• [Instructions for the task]:
The entire listing below must be written out word for word.

^^^^^^^^^^^^^^^^

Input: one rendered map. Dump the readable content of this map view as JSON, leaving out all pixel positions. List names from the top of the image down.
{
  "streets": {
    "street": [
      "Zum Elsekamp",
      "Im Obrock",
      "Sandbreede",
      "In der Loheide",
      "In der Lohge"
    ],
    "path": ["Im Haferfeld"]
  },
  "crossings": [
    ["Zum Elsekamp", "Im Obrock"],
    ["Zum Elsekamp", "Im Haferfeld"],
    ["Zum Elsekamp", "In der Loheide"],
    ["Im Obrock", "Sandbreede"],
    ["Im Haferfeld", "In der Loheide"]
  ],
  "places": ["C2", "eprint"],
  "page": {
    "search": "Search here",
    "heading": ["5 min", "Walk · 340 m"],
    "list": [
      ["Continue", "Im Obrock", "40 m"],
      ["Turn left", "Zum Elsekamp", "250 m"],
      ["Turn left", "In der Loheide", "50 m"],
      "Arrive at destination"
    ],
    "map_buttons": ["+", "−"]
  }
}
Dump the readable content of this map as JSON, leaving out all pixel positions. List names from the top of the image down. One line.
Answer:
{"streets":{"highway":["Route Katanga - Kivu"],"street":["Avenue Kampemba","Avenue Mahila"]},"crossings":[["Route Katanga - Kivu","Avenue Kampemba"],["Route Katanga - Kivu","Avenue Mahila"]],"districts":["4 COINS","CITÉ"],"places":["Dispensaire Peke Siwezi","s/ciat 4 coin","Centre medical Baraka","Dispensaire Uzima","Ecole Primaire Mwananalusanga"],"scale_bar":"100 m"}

^^^^^^^^^^^^^^^^

• [Solution]:
Input: one rendered map. Dump the readable content of this map view as JSON, leaving out all pixel positions. List names from the top of the image down.
{
  "streets": {
    "street": [
      "Zum Elsekamp",
      "Im Obrock",
      "Sandbreede",
      "In der Loheide",
      "In der Lohge"
    ],
    "path": ["Im Haferfeld"]
  },
  "crossings": [
    ["Zum Elsekamp", "Im Obrock"],
    ["Zum Elsekamp", "Im Haferfeld"],
    ["Zum Elsekamp", "In der Loheide"],
    ["Im Obrock", "Sandbreede"],
    ["Im Haferfeld", "In der Loheide"]
  ],
  "places": ["C2", "eprint"],
  "page": {
    "search": "Search here",
    "heading": ["5 min", "Walk · 340 m"],
    "list": [
      ["Continue", "Im Obrock", "40 m"],
      ["Turn left", "Zum Elsekamp", "250 m"],
      ["Turn left", "In der Loheide", "50 m"],
      "Arrive at destination"
    ],
    "map_buttons": ["+", "−"]
  }
}
Dump the readable content of this map as JSON, leaving out all pixel positions. List names from the top of the image down. One line.
Answer:
{"streets":{"highway":["Route Katanga - Kivu"],"street":["Avenue Kampemba","Avenue Mahila"]},"crossings":[["Route Katanga - Kivu","Avenue Kampemba"],["Route Katanga - Kivu","Avenue Mahila"]],"districts":["4 COINS","CITÉ"],"places":["Dispensaire Peke Siwezi","s/ciat 4 coin","Centre medical Baraka","Dispensaire Uzima","Ecole Primaire Mwananalusanga"],"scale_bar":"100 m"}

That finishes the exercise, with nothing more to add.